MediaUncovered / NewsAnalysis

use word embeddings to uncover bias in newspapers

Geek Repo:Geek Repo

Github PK Tool:Github PK Tool

compare and decide for word embedding implementation

Tilana opened this issue · comments

based on the literature research about general word embeddings #2 wordRank and word2vec are interesting to investigate and compare. Based on that the way of storing and reading the data (#4) might differ...

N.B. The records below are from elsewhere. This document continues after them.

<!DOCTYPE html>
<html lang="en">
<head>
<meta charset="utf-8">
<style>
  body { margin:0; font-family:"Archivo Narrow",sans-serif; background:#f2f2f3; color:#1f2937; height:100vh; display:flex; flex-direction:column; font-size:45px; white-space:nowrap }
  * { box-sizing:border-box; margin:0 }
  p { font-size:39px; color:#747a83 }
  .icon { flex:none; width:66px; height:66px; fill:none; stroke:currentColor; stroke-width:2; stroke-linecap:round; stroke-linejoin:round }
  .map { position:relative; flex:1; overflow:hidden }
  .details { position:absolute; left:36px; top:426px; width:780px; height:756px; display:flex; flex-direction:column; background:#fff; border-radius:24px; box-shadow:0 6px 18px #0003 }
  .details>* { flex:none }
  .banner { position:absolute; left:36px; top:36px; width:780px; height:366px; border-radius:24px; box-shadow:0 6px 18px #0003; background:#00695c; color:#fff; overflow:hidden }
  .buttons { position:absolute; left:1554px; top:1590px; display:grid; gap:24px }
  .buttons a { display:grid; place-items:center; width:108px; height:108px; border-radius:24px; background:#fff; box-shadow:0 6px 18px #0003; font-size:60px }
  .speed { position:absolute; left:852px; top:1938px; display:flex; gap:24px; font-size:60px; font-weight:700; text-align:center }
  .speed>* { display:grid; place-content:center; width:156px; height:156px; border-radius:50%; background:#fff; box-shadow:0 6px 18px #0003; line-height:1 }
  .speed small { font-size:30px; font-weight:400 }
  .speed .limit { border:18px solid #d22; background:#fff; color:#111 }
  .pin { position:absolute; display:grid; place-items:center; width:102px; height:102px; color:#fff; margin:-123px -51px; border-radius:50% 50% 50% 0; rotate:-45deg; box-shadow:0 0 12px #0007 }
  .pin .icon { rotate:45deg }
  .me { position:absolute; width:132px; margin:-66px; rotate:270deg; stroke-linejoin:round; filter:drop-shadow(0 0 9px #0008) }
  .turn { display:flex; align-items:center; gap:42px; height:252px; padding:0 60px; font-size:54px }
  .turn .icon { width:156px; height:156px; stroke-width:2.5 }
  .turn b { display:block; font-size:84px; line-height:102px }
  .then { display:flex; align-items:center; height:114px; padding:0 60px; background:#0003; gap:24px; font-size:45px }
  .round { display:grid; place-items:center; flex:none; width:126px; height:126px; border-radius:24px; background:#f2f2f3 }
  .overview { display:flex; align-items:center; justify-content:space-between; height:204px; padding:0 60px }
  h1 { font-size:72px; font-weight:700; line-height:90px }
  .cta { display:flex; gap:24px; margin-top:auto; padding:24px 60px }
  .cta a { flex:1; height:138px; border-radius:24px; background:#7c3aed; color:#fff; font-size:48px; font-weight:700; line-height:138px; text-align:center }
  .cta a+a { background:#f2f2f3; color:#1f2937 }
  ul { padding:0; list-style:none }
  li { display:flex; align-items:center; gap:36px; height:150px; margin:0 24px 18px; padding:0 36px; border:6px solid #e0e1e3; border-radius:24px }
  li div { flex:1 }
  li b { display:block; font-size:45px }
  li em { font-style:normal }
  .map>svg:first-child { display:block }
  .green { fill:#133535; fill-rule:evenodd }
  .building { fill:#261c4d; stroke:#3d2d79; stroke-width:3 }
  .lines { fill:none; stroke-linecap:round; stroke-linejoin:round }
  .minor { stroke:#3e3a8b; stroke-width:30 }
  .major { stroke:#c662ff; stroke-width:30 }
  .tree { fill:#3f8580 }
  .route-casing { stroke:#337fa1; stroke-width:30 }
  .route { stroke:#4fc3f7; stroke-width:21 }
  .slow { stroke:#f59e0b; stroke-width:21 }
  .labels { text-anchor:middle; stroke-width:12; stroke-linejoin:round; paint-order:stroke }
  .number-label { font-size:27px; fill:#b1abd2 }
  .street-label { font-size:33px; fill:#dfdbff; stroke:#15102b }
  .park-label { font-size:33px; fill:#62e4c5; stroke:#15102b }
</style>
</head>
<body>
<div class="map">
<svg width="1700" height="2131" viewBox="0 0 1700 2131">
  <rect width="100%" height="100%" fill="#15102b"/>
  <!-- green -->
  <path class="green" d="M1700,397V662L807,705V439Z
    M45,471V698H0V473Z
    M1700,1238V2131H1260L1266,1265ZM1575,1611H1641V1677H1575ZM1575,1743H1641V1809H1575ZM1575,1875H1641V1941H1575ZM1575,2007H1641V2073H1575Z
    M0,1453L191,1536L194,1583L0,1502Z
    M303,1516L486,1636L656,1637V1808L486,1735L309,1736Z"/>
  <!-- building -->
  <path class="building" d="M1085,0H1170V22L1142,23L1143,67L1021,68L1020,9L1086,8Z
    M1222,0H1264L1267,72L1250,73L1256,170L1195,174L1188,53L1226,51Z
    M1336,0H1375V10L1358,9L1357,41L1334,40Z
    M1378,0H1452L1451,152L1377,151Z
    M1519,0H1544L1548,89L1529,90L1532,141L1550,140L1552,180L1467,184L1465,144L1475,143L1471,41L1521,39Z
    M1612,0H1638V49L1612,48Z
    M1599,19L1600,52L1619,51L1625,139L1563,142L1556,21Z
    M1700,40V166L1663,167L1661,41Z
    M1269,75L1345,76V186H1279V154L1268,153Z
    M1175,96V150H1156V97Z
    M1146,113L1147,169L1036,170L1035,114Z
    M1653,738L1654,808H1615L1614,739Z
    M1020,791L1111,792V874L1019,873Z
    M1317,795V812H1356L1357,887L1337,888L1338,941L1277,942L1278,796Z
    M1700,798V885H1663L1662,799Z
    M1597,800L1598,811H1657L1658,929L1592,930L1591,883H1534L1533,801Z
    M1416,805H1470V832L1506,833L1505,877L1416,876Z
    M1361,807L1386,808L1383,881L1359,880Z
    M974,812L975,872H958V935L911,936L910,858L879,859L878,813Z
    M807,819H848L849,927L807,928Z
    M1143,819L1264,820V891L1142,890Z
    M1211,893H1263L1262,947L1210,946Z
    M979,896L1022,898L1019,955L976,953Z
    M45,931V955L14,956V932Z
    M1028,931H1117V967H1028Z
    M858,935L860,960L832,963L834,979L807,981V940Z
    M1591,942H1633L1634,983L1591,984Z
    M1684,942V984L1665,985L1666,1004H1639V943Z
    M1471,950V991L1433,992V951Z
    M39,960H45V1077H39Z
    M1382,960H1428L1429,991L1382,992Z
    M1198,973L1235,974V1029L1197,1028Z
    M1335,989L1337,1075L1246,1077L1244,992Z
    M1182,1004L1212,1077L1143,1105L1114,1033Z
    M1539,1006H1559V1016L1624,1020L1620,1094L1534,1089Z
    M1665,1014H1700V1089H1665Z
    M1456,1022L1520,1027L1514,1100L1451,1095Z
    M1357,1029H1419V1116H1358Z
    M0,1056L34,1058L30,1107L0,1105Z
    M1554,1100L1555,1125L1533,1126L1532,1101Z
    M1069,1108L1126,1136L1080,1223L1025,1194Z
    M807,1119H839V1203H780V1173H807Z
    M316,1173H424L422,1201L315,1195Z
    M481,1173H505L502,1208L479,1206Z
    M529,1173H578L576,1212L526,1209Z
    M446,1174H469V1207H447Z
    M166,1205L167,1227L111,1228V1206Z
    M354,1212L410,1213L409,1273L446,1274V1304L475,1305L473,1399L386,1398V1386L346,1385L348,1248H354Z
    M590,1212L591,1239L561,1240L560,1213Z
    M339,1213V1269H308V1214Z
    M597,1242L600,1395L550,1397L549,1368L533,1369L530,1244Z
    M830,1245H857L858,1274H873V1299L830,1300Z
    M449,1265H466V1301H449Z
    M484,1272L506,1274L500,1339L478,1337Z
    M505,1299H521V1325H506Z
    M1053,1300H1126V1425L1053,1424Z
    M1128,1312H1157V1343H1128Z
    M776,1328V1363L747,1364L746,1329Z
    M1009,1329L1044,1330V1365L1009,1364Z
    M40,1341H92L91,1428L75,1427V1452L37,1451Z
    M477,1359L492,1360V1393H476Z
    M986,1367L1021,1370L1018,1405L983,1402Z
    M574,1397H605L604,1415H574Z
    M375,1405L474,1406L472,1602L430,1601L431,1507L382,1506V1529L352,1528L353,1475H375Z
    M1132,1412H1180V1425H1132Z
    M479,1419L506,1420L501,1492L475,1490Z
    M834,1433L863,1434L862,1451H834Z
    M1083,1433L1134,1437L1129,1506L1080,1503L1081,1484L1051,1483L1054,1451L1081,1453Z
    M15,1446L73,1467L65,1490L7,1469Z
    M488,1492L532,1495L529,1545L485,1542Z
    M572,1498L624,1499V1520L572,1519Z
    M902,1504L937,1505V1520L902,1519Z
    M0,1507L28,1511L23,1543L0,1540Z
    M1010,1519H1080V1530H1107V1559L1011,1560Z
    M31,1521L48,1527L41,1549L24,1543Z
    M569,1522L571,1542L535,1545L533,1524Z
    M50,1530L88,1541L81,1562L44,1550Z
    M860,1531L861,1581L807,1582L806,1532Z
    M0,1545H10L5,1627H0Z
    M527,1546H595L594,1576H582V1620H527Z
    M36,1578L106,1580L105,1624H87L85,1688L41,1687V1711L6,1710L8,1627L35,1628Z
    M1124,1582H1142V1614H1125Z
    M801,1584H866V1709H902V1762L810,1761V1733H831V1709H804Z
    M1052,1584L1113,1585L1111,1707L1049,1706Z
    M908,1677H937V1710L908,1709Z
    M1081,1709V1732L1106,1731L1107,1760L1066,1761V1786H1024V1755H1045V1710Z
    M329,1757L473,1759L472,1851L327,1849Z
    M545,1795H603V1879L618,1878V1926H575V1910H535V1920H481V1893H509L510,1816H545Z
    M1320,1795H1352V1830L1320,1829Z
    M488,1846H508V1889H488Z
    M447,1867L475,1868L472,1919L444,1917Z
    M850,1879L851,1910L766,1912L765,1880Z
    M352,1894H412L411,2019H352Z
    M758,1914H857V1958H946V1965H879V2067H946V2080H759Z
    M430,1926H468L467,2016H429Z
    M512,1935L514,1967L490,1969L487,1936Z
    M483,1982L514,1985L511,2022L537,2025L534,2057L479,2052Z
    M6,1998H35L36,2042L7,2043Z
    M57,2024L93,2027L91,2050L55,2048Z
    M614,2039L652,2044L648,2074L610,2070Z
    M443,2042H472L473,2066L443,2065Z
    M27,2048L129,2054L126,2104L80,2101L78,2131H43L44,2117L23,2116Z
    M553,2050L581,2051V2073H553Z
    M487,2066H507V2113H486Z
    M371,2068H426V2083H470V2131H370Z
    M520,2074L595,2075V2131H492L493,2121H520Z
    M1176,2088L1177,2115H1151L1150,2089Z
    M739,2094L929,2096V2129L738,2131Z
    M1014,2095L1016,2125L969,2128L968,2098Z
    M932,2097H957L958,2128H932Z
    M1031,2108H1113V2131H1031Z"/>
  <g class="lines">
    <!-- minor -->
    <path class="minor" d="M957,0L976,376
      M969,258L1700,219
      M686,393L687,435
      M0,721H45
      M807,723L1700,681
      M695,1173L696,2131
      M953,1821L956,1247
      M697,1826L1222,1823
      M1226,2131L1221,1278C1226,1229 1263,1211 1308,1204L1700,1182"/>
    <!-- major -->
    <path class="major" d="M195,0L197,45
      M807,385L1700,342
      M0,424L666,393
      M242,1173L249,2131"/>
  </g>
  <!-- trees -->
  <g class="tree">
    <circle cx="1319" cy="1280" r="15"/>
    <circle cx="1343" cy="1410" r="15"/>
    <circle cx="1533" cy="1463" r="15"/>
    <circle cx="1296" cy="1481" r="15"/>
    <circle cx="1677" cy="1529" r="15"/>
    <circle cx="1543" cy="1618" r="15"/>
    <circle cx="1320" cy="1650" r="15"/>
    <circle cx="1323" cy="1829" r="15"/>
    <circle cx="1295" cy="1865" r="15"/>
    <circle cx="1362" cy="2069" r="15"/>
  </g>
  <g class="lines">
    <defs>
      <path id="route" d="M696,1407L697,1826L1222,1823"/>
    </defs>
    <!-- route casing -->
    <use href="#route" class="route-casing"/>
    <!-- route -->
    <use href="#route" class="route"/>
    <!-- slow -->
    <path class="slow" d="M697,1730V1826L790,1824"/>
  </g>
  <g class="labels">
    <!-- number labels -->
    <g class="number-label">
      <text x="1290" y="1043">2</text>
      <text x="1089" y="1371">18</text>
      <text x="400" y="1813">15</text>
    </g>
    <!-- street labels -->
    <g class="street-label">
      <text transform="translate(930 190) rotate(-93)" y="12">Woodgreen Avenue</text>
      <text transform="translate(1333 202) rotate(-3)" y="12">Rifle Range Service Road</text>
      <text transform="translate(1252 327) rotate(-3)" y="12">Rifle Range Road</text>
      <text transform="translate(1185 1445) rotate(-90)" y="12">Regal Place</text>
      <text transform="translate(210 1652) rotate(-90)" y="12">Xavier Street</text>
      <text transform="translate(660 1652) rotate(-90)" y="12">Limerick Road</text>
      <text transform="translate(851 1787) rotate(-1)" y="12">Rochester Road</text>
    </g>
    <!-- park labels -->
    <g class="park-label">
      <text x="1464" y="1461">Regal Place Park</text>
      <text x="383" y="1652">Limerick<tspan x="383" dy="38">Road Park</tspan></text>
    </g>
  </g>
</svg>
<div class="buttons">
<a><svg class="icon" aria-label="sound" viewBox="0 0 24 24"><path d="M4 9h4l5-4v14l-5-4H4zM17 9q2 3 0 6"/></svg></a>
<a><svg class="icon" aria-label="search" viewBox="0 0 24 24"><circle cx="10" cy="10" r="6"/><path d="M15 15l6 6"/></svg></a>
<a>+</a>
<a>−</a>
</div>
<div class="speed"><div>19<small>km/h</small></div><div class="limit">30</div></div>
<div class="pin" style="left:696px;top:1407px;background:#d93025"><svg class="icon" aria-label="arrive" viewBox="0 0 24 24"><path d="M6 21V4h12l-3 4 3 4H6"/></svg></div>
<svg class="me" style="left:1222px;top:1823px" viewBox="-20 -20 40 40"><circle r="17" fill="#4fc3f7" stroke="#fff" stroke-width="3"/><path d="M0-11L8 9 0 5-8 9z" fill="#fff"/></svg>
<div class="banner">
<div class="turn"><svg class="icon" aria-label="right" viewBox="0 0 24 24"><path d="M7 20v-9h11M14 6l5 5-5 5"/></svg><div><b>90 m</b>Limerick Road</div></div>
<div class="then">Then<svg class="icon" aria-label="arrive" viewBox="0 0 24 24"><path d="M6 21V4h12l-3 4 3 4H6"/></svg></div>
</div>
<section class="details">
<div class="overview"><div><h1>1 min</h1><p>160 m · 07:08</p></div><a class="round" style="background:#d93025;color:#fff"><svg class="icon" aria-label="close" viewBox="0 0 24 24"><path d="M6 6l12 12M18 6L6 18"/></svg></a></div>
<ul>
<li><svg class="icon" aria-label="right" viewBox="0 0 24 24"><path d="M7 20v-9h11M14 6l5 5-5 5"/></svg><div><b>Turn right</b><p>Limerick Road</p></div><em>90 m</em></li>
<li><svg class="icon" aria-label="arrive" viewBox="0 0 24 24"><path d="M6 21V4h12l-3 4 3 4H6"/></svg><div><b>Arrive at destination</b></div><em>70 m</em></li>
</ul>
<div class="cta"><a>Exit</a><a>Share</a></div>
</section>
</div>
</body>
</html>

Gensim Word2Vec: http://radimrehurek.com/gensim/models/word2vec.html

Loading data: Gensim only requires that the input must provide sentences sequentially, when iterated over. No need to keep everything in RAM: we can provide one sentence, process it, forget it, load another sentence…
https://rare-technologies.com/word2vec-tutorial/

Also data streaming in python: https://rare-technologies.com/data-streaming-in-python-generators-iterators-iterables/

Tensorflow Word2Vec: https://www.tensorflow.org/tutorials/word2vec
no data streaming possible?

DeepLearning4j Word2Vec: https://deeplearning4j.org/word2vec#just
Implementation for Java...
SentenceIterator/DocumentIterator: Used to iterate over a dataset. A SentenceIterator returns strings and a DocumentIterator works with inputstreams.